This article is sponsored by Debevoise & Plimpton
With so much demand for co-investment on the part of investors, and so many promises of opportunities from fundraising sponsors, there is a growing sophistication in execution. Here, Katherine Ashton, partner at the law firm Debevoise & Plimpton in London, tells Private Equity International what she is seeing in terms of issues and resolutions.
Why are co-investments now happening with greater frequency?
Firstly, club deals, where PE firms band together sharing governance as well as money, are on the wane. There have been a lot of not particularly successful deals, and it is time consuming and difficult to negotiate the governance around who makes the decisions. That means sponsors that want to invest in large deals are increasingly likely to favour relatively passive co-investors.
Second, we have reached a point where the co-investment rights that LPs have been demanding as a price for coming into primary funds are coming to fruition. In recent years, those became a standard request, and today almost every GP has some obligation to show co-investment deals to some investors. For LPs, these deals represent a way to diversify and show some great returns.
What are sponsors’ motives in bringing in co-investors? And are pre-closing or post-closing opportunities more common?
The question is whether the sponsor is offering the opportunity just because they promised they would or because they genuinely want to lay off part of the expense and the risk. Both motivations are common, but they affect the dynamic and the process.
Sometimes there are a number of co-investors who all want more of the deal than they are getting. In those cases, the LPs that do well are the ones who work well with the sponsor and make the effort to understand the dynamics and the timetable of the underlying transaction. Other times there is one LP with a significant piece of a large deal.
Ten years ago, sponsors would do deals and then afterward look to lay off part of the risk by bringing in co-investors and syndicating out pieces. That still happens, but now it’s much more common for LPs to be brought in earlier by the sponsor, before the deal has closed. Then there is a lot more time pressure, but there’s also more opportunity to potentially influence the structure.
Do co-investments work better for specific types of LPs?

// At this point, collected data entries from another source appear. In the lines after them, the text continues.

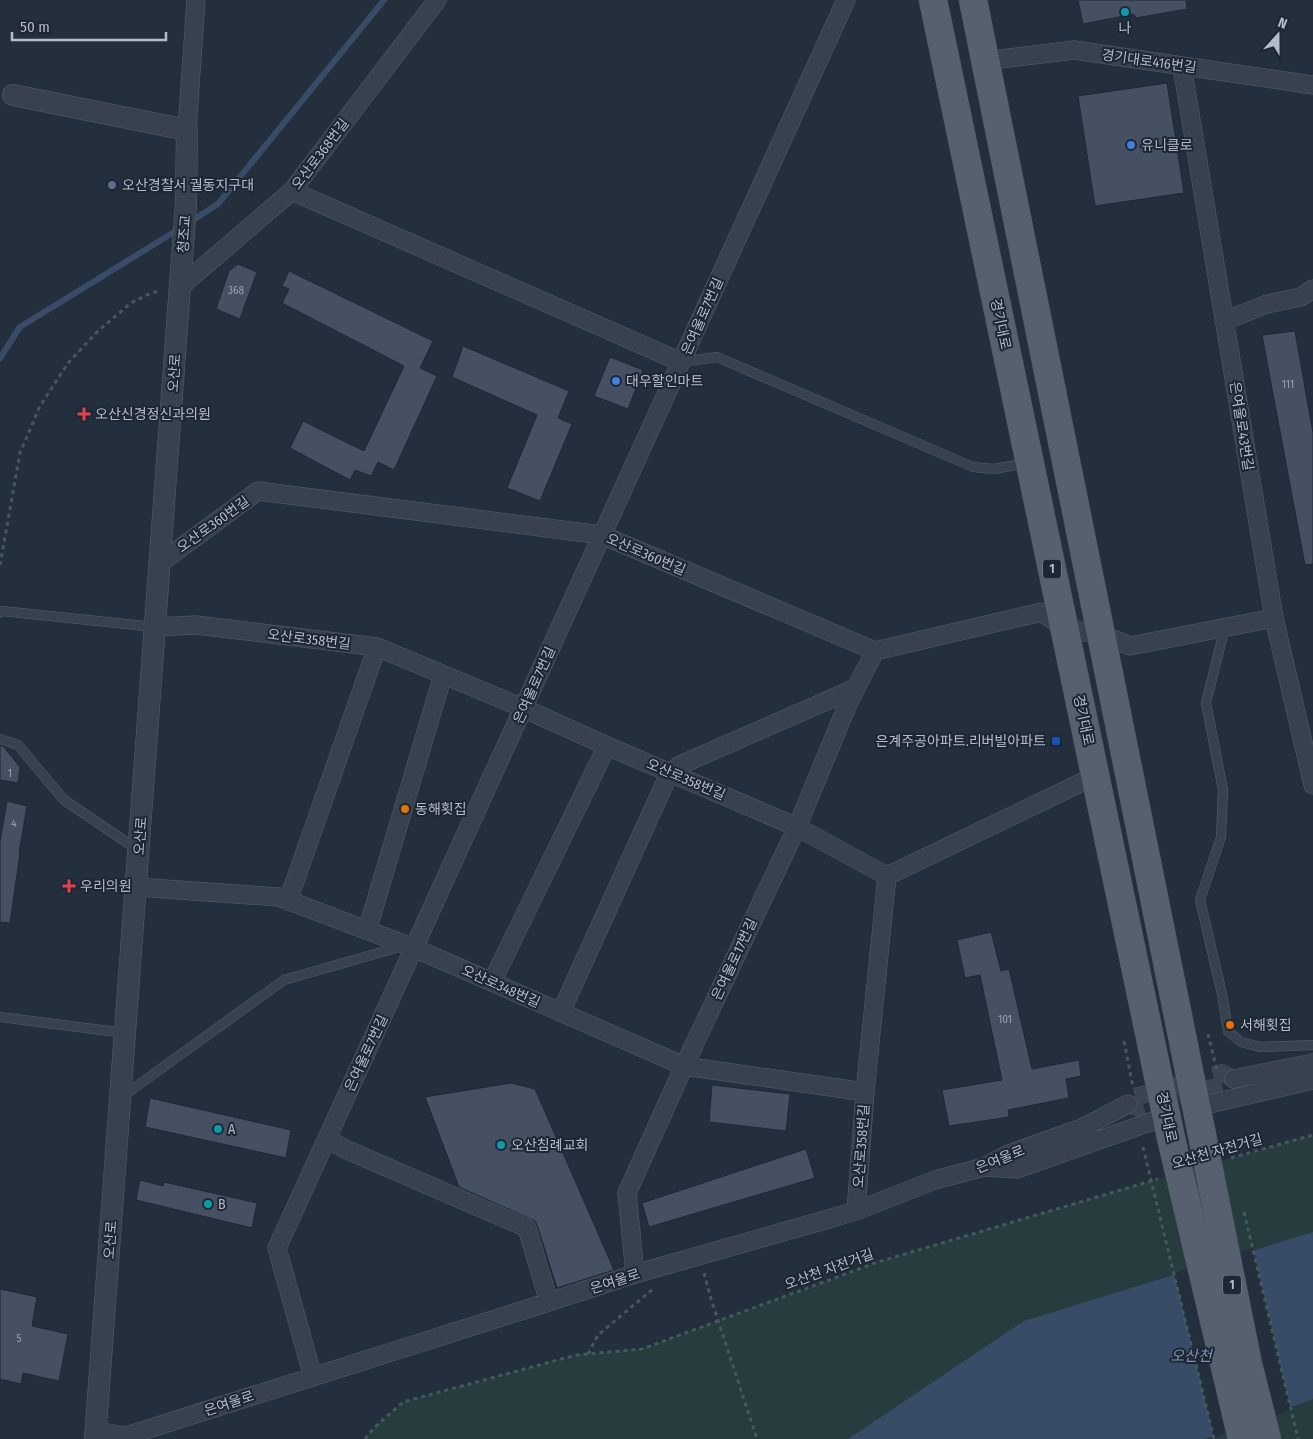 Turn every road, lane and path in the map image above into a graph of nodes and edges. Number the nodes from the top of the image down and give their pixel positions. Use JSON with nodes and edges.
{"nodes":[{"id":1,"x":196,"y":0,"type":"edge"},
{"id":2,"x":437,"y":0,"type":"edge"},
{"id":3,"x":846,"y":0,"type":"edge"},
{"id":4,"x":933,"y":0,"type":"edge"},
{"id":5,"x":973,"y":0,"type":"edge"},
{"id":6,"x":985,"y":61,"type":"junction"},
{"id":7,"x":1182,"y":66,"type":"junction"},
{"id":8,"x":1313,"y":85,"type":"edge"},
{"id":9,"x":13,"y":96,"type":"dead end"},
{"id":10,"x":187,"y":130,"type":"junction"},
{"id":11,"x":292,"y":191,"type":"junction"},
{"id":12,"x":182,"y":264,"type":"joint"},
{"id":13,"x":180,"y":287,"type":"junction"},
{"id":14,"x":1313,"y":288,"type":"edge"},
{"id":15,"x":1224,"y":321,"type":"junction"},
{"id":16,"x":681,"y":362,"type":"junction"},
{"id":17,"x":1030,"y":463,"type":"junction"},
{"id":18,"x":602,"y":535,"type":"junction"},
{"id":19,"x":160,"y":563,"type":"junction"},
{"id":20,"x":0,"y":565,"type":"edge"},
{"id":21,"x":0,"y":612,"type":"edge"},
{"id":22,"x":1274,"y":618,"type":"junction"},
{"id":23,"x":155,"y":627,"type":"junction"},
{"id":24,"x":1225,"y":627,"type":"junction"},
{"id":25,"x":1065,"y":629,"type":"junction"},
{"id":26,"x":1101,"y":634,"type":"junction"},
{"id":27,"x":377,"y":647,"type":"junction"},
{"id":28,"x":875,"y":652,"type":"junction"},
{"id":29,"x":443,"y":675,"type":"junction"},
{"id":30,"x":856,"y":688,"type":"junction"},
{"id":31,"x":523,"y":708,"type":"junction"},
{"id":32,"x":0,"y":740,"type":"edge"},
{"id":33,"x":607,"y":746,"type":"junction"},
{"id":34,"x":670,"y":772,"type":"junction"},
{"id":35,"x":1096,"y":776,"type":"junction"},
{"id":36,"x":1313,"y":785,"type":"edge"},
{"id":37,"x":797,"y":828,"type":"junction"},
{"id":38,"x":139,"y":850,"type":"junction"},
{"id":39,"x":887,"y":876,"type":"junction"},
{"id":40,"x":136,"y":887,"type":"junction"},
{"id":41,"x":288,"y":901,"type":"junction"},
{"id":42,"x":367,"y":931,"type":"junction"},
{"id":43,"x":410,"y":947,"type":"junction"},
{"id":44,"x":492,"y":982,"type":"junction"},
{"id":45,"x":561,"y":1012,"type":"junction"},
{"id":46,"x":0,"y":1017,"type":"edge"},
{"id":47,"x":125,"y":1033,"type":"junction"},
{"id":48,"x":1123,"y":1033,"type":"dead end"},
{"id":49,"x":1313,"y":1045,"type":"edge"},
{"id":50,"x":1313,"y":1063,"type":"edge"},
{"id":51,"x":684,"y":1066,"type":"junction"},
{"id":52,"x":1234,"y":1079,"type":"tunnel mouth"},
{"id":53,"x":1313,"y":1080,"type":"edge"},
{"id":54,"x":865,"y":1092,"type":"junction"},
{"id":55,"x":1130,"y":1096,"type":"joint"},
{"id":56,"x":120,"y":1098,"type":"junction"},
{"id":57,"x":1199,"y":1118,"type":"junction"},
{"id":58,"x":1140,"y":1126,"type":"junction"},
{"id":59,"x":1169,"y":1127,"type":"junction"},
{"id":60,"x":1313,"y":1135,"type":"edge"},
{"id":61,"x":327,"y":1139,"type":"junction"},
{"id":62,"x":1230,"y":1152,"type":"dead end"},
{"id":63,"x":984,"y":1167,"type":"junction"},
{"id":64,"x":1166,"y":1177,"type":"dead end"},
{"id":65,"x":1243,"y":1210,"type":"dead end"},
{"id":66,"x":856,"y":1211,"type":"junction"},
{"id":67,"x":699,"y":1256,"type":"junction"},
{"id":68,"x":634,"y":1274,"type":"junction"},
{"id":69,"x":653,"y":1289,"type":"dead end"},
{"id":70,"x":549,"y":1302,"type":"junction"},
{"id":71,"x":718,"y":1321,"type":"junction"},
{"id":72,"x":588,"y":1354,"type":"junction"},
{"id":73,"x":313,"y":1377,"type":"junction"},
{"id":74,"x":95,"y":1435,"type":"edge"},
{"id":75,"x":365,"y":1439,"type":"edge"},
{"id":76,"x":757,"y":1439,"type":"edge"},
{"id":77,"x":1214,"y":1439,"type":"edge"},
{"id":78,"x":1242,"y":1439,"type":"edge"},
{"id":79,"x":1267,"y":1439,"type":"edge"},
{"id":80,"x":1298,"y":1439,"type":"edge"}],
"edges":[{"from":1,"to":10,"type":"street"},
{"from":2,"to":11,"type":"street","name":"오산로368번길"},
{"from":3,"to":16,"type":"street","name":"은여울로7번길"},
{"from":4,"to":17,"type":"main road","name":"경기대로","number":"1"},
{"from":5,"to":6,"type":"main road","number":"1"},
{"from":6,"to":7,"type":"street","name":"경기대로416번길"},
{"from":6,"to":26,"type":"main road","number":"1"},
{"from":7,"to":8,"type":"street","name":"경기대로416번길"},
{"from":7,"to":15,"type":"street","name":"은여울로43번길"},
{"from":9,"to":10,"type":"street"},
{"from":10,"to":12,"type":"street","name":"청조교"},
{"from":11,"to":13,"type":"street","name":"오산로368번길"},
{"from":11,"to":16,"type":"street"},
{"from":12,"to":13,"type":"street","name":"오산로"},
{"from":13,"to":19,"type":"street","name":"오산로"},
{"from":13,"to":20,"type":"path"},
{"from":14,"to":15,"type":"street"},
{"from":15,"to":22,"type":"street","name":"은여울로43번길"},
{"from":16,"to":17,"type":"lane"},
{"from":16,"to":18,"type":"street","name":"은여울로7번길"},
{"from":17,"to":25,"type":"main road","name":"경기대로","number":"1"},
{"from":18,"to":19,"type":"street","name":"오산로360번길"},
{"from":18,"to":28,"type":"street","name":"오산로360번길"},
{"from":18,"to":31,"type":"street","name":"은여울로7번길"},
{"from":19,"to":23,"type":"street","name":"오산로"},
{"from":21,"to":23,"type":"lane"},
{"from":22,"to":24,"type":"street"},
{"from":22,"to":36,"type":"street","name":"은여울로43번길"},
{"from":23,"to":27,"type":"street","name":"오산로358번길"},
{"from":23,"to":38,"type":"street","name":"오산로"},
{"from":24,"to":26,"type":"street"},
{"from":24,"to":49,"type":"lane"},
{"from":25,"to":26,"type":"street"},
{"from":25,"to":28,"type":"street"},
{"from":25,"to":35,"type":"main road","name":"경기대로","number":"1"},
{"from":26,"to":57,"type":"main road","number":"1"},
{"from":27,"to":29,"type":"street","name":"오산로358번길"},
{"from":27,"to":41,"type":"street"},
{"from":28,"to":30,"type":"street","name":"은여울로17번길"},
{"from":29,"to":31,"type":"street","name":"오산로358번길"},
{"from":29,"to":42,"type":"street"},
{"from":30,"to":34,"type":"street"},
{"from":30,"to":37,"type":"street","name":"은여울로17번길"},
{"from":31,"to":33,"type":"street","name":"오산로358번길"},
{"from":31,"to":43,"type":"street","name":"은여울로7번길"},
{"from":32,"to":38,"type":"lane"},
{"from":33,"to":34,"type":"street","name":"오산로358번길"},
{"from":33,"to":44,"type":"street"},
{"from":34,"to":37,"type":"street","name":"오산로358번길"},
{"from":34,"to":45,"type":"street"},
{"from":35,"to":39,"type":"street"},
{"from":35,"to":59,"type":"main road","name":"경기대로","number":"1"},
{"from":37,"to":39,"type":"street","name":"오산로358번길"},
{"from":37,"to":51,"type":"street","name":"은여울로17번길"},
{"from":38,"to":40,"type":"street","name":"오산로"},
{"from":39,"to":54,"type":"street","name":"오산로358번길"},
{"from":40,"to":41,"type":"street","name":"오산로348번길"},
{"from":40,"to":47,"type":"street","name":"오산로"},
{"from":41,"to":42,"type":"street","name":"오산로348번길"},
{"from":42,"to":43,"type":"street","name":"오산로348번길"},
{"from":43,"to":44,"type":"street","name":"오산로348번길"},
{"from":43,"to":56,"type":"lane"},
{"from":43,"to":61,"type":"street","name":"은여울로7번길"},
{"from":44,"to":45,"type":"street","name":"오산로348번길"},
{"from":45,"to":51,"type":"street","name":"오산로348번길"},
{"from":46,"to":47,"type":"lane"},
{"from":47,"to":56,"type":"street","name":"오산로"},
{"from":48,"to":55,"type":"path"},
{"from":50,"to":52,"type":"street"},
{"from":51,"to":54,"type":"street","name":"오산로348번길"},
{"from":51,"to":68,"type":"street","name":"은여울로17번길"},
{"from":53,"to":57,"type":"street"},
{"from":54,"to":66,"type":"street","name":"오산로358번길"},
{"from":55,"to":63,"type":"street","name":"은여울로"},
{"from":56,"to":74,"type":"street","name":"오산로"},
{"from":57,"to":79,"type":"main road","number":"1","bridge":true},
{"from":58,"to":59,"type":"street"},
{"from":58,"to":63,"type":"street"},
{"from":58,"to":77,"type":"path","bridge":true},
{"from":59,"to":78,"type":"main road","name":"경기대로","number":"1","bridge":true},
{"from":60,"to":62,"type":"path","name":"오산천 자전거길"},
{"from":61,"to":70,"type":"street"},
{"from":61,"to":73,"type":"street","name":"은여울로7번길"},
{"from":63,"to":66,"type":"street","name":"은여울로"},
{"from":64,"to":71,"type":"path","name":"오산천 자전거길"},
{"from":65,"to":80,"type":"path","bridge":true},
{"from":66,"to":67,"type":"street","name":"은여울로"},
{"from":67,"to":68,"type":"street","name":"은여울로"},
{"from":67,"to":71,"type":"path"},
{"from":68,"to":70,"type":"street","name":"은여울로"},
{"from":69,"to":72,"type":"path"},
{"from":70,"to":73,"type":"street","name":"은여울로"},
{"from":71,"to":72,"type":"path","name":"오산천 자전거길"},
{"from":71,"to":76,"type":"path"},
{"from":72,"to":75,"type":"path","name":"오산천 자전거길"},
{"from":73,"to":74,"type":"street","name":"은여울로"}]}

Are there new entrants coming into the market?
Not all the LPs doing deals are traditional private equity players. We see sovereign wealth funds, and new entrants including institutional investors from other parts of the world, who may be interested in the direct dealflow and exposure that co-investments offer but are not always set up to make decisions as quickly as sponsors need them to.
On the other hand, a sovereign wealth fund may have so much money and so much potential influence with the sponsor that it can participate in a very meaningful way and materially impact transactions. It’s all about relationships – there aren’t a lot of structural barriers to coming in and doing co-investments; it is whether you can persuade the sponsor to give you a piece of the action. Sponsors are wary not only of the reputation of the LP, but also of the risk that something goes wrong in the future with the investment and the sponsor may need to work with that investor to put in additional capital or restructure the deal.
How do LPs react to sponsor contacts undertaking co-investments with other (potentially rival) LPs?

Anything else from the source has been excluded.